Before you return the lines below, strip out any images and keep every word as written.

--------------------------------------------------

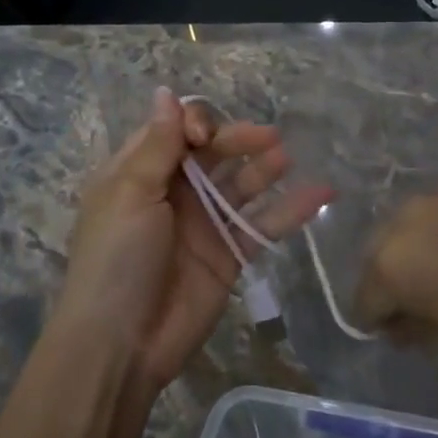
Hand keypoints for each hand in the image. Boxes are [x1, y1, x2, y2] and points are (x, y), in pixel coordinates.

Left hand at [57, 88, 332, 396]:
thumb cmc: (117, 258)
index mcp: (142, 171)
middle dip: (239, 140)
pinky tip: (320, 194)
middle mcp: (175, 191)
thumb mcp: (130, 193)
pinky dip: (291, 209)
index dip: (197, 124)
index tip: (207, 139)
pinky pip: (263, 224)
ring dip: (265, 167)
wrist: (121, 345)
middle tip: (270, 138)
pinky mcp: (230, 255)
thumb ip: (157, 145)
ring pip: (242, 184)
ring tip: (287, 156)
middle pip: (214, 153)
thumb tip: (166, 92)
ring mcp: (205, 223)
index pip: (176, 130)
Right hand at [355, 169, 437, 382]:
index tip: (406, 334)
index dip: (379, 322)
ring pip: (416, 220)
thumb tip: (409, 321)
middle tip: (432, 303)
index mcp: (396, 265)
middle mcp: (410, 216)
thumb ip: (419, 338)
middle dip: (394, 278)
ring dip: (424, 245)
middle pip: (382, 251)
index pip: (364, 298)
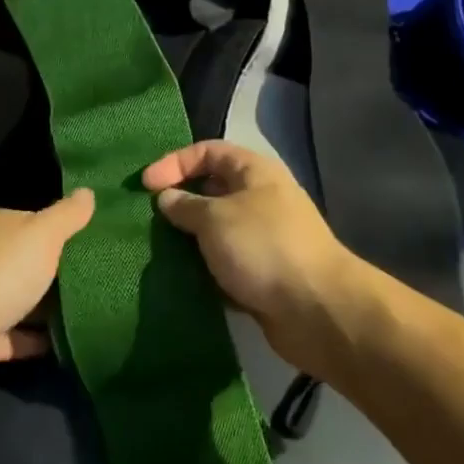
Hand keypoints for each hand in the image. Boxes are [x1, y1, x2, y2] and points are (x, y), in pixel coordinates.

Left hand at [0, 189, 94, 393]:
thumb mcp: (40, 236)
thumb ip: (66, 215)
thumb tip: (88, 190)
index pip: (38, 222)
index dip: (67, 229)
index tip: (101, 240)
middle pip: (31, 261)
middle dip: (62, 270)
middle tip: (107, 278)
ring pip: (23, 300)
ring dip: (50, 308)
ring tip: (96, 311)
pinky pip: (15, 337)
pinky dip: (36, 340)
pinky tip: (68, 344)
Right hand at [142, 141, 360, 371]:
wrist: (318, 311)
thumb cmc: (264, 247)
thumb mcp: (215, 218)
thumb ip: (186, 205)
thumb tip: (166, 198)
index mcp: (254, 172)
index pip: (207, 152)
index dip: (174, 162)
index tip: (145, 185)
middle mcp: (260, 199)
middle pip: (211, 190)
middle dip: (178, 201)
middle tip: (145, 217)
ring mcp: (262, 239)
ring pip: (215, 231)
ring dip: (188, 240)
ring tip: (154, 249)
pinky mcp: (261, 276)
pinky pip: (223, 265)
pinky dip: (202, 270)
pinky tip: (178, 279)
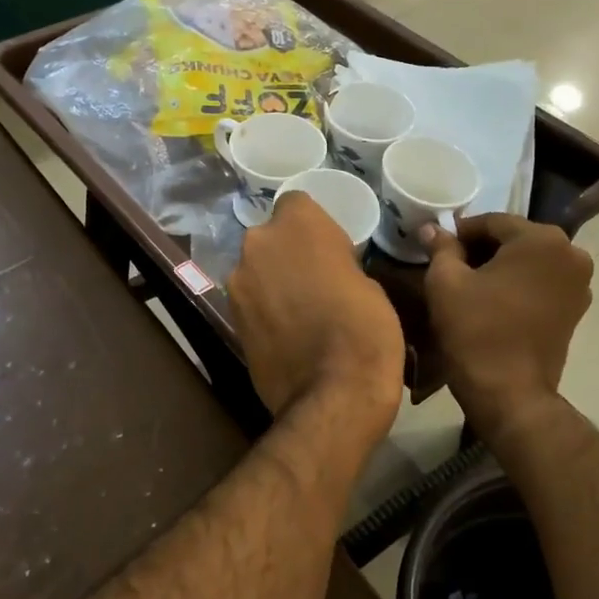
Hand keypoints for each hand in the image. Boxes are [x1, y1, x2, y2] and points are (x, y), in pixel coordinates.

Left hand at [230, 194, 404, 441]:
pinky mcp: (229, 317)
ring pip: (257, 268)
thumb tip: (327, 272)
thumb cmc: (366, 330)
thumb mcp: (369, 284)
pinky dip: (264, 308)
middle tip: (315, 279)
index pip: (297, 203)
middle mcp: (258, 242)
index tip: (330, 250)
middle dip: (288, 252)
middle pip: (271, 237)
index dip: (313, 226)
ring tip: (300, 311)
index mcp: (298, 223)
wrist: (333, 394)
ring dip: (273, 280)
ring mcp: (238, 281)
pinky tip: (286, 332)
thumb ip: (337, 264)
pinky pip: (250, 299)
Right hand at [423, 214, 593, 437]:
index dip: (460, 233)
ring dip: (501, 267)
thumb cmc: (476, 331)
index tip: (438, 248)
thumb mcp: (445, 282)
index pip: (492, 222)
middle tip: (450, 266)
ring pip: (530, 261)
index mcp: (541, 239)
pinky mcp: (577, 309)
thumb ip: (441, 248)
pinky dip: (518, 285)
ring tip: (470, 286)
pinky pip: (542, 283)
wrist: (510, 394)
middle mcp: (571, 253)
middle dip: (482, 249)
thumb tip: (431, 229)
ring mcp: (579, 283)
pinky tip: (494, 302)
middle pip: (515, 239)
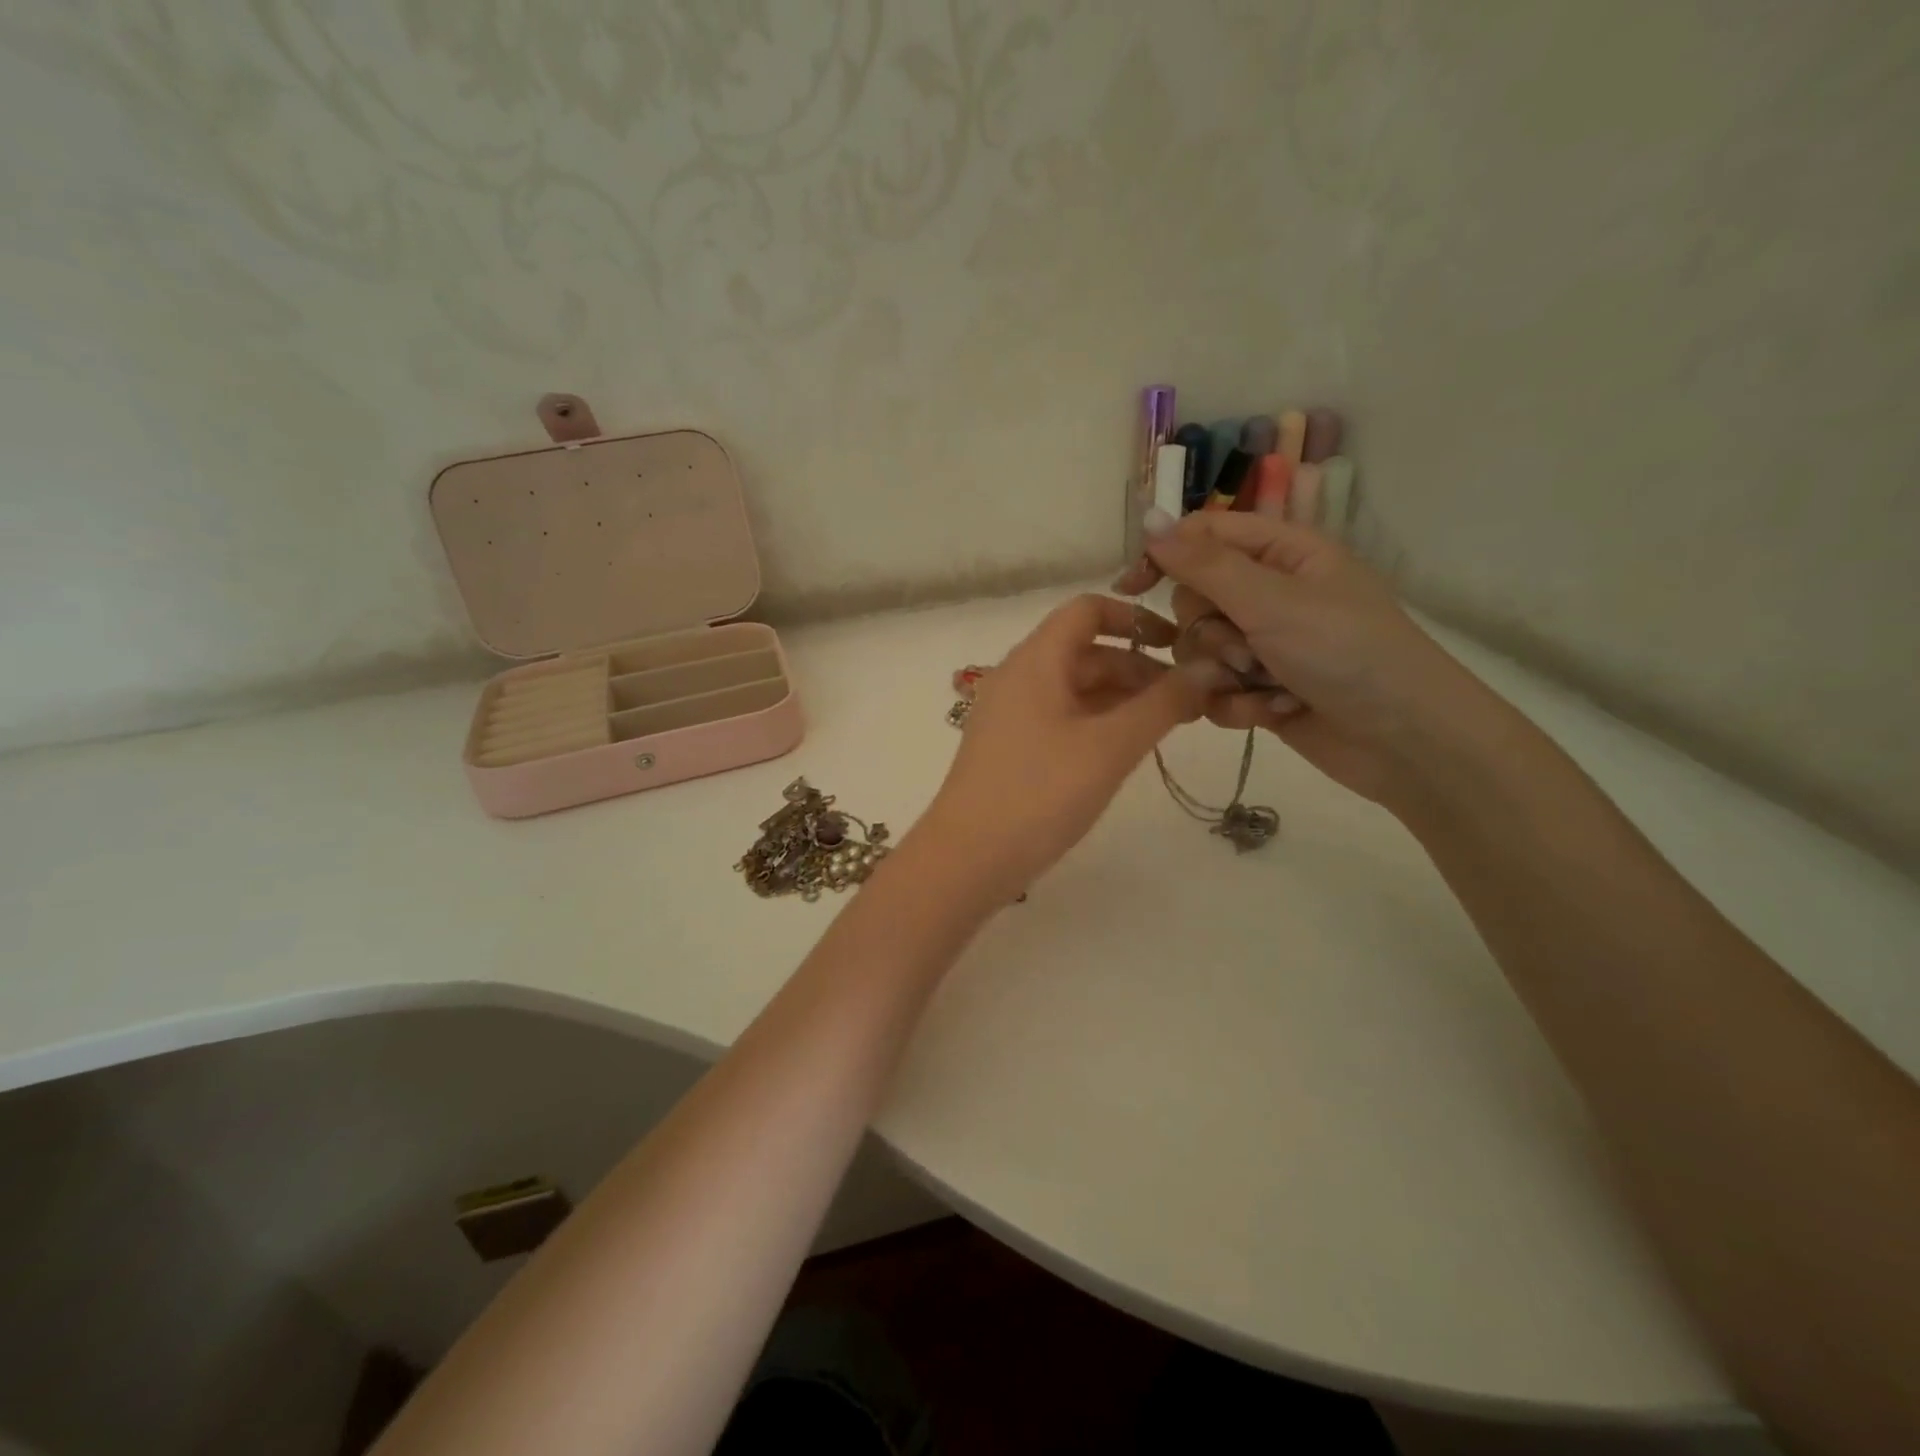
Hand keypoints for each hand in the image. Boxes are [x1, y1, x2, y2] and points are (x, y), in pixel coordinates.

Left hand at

--------------------------------------------------

## Solved problem
Hand keypoints for each hand in the image. Boxes are [x1, y1, x2, y2] and points are (x, y), in pixel coordinates.

Left hand at [57, 88, 332, 396]:
thumb cmc: (117, 258)
index mcp: (142, 171)
middle dip: (239, 140)
pinky tip: (320, 194)
middle mcp: (175, 191)
thumb mcp: (130, 193)
pinky dip: (291, 209)
index dip: (197, 124)
index tip: (207, 139)
pinky pip: (263, 224)
ring dip: (265, 167)
wrist: (121, 345)
middle tip: (270, 138)
pinky mcp: (230, 255)
thumb ip: (157, 145)
ring pip: (242, 184)
ring tip: (287, 156)
middle pip: (214, 153)
thumb tip: (166, 92)
ring mcp: (205, 223)
index pip: (176, 130)
Right hand at [355, 169, 437, 382]:
index tip: (406, 334)
index dip: (379, 322)
ring pip: (416, 220)
thumb tip: (409, 321)
middle tip: (432, 303)
index mcp: (396, 265)
middle mcp: (410, 216)
thumb ip: (419, 338)
middle dip: (394, 278)
ring dip: (424, 245)
middle pip: (382, 251)
index pip: (364, 298)
Hand keypoints for each hand in the image. Boxes are [x1, y1, x2, y2] and points are (x, y), in pixel coordinates.

Left hand at [0, 189, 94, 393]:
thumb mcp: (40, 236)
thumb ip: (66, 215)
thumb tip: (88, 190)
index pip: (38, 222)
index dip: (67, 229)
index tip: (101, 240)
middle pip: (31, 261)
middle dip: (62, 270)
middle tip: (107, 278)
ring pip: (23, 300)
ring dip: (50, 308)
ring tip: (96, 311)
pinky pip: (15, 337)
pinky dip: (36, 340)
pinky tip: (68, 344)
Right hand at [142, 141, 360, 371]:
wrist: (318, 311)
thumb cmc: (264, 247)
thumb mcp: (215, 218)
thumb ip: (186, 205)
thumb tip: (166, 198)
index mcp: (254, 172)
index pip: (207, 152)
index dip: (174, 162)
index tip: (145, 185)
middle mcp: (260, 199)
middle pip: (211, 190)
middle dip: (178, 201)
middle tip: (145, 217)
ring mcp: (262, 239)
ring pip: (215, 231)
ring dip: (188, 240)
ring tip: (154, 249)
pinky mcp: (261, 276)
pinky pip: (223, 265)
pinky dip: (202, 270)
pinky tip: (178, 279)
Hand keypoints for each hand in the image. Boxes are [x1, y1, x2, y2] and points are (x, y), in pixel coordinates.

Left hand at [230, 194, 404, 441]:
pinky mcp: (229, 317)
ring pip: (257, 268)
thumb tip: (327, 272)
thumb cmc: (366, 330)
thumb mcp: (369, 284)
pinky dip: (264, 308)
middle tip: (315, 279)
index pip: (297, 203)
middle mcp: (258, 242)
index tip: (330, 250)
middle dip: (288, 252)
middle pip: (271, 237)
index dip: (313, 226)
ring tip: (300, 311)
index mcp: (298, 223)
wrist: (333, 394)
ring dip: (273, 280)
ring mcp: (238, 281)
pinky tip: (286, 332)
thumb ip: (337, 264)
pinky pip: (250, 299)
Right hand at [423, 214, 593, 437]:
index dip: (460, 233)
ring dip: (501, 267)
thumb cmc: (476, 331)
index tip: (438, 248)
thumb mcp: (445, 282)
index pip: (492, 222)
middle tip: (450, 266)
ring pip: (530, 261)
index mcp: (541, 239)
pinky mcp: (577, 309)
thumb ip: (441, 248)
pinky dip: (518, 285)
ring tip: (470, 286)
pinky pip: (542, 283)
wrist: (510, 394)
middle mcp: (571, 253)
middle dip: (482, 249)
thumb tip: (431, 229)
ring mcp: (579, 283)
pinky tip: (494, 302)
middle pip: (515, 239)
Hand keypoints for each hand in the image. Boxes are [x1, y1, x2, y2] and points are (x, y), in pixel coordinates.

Left hand at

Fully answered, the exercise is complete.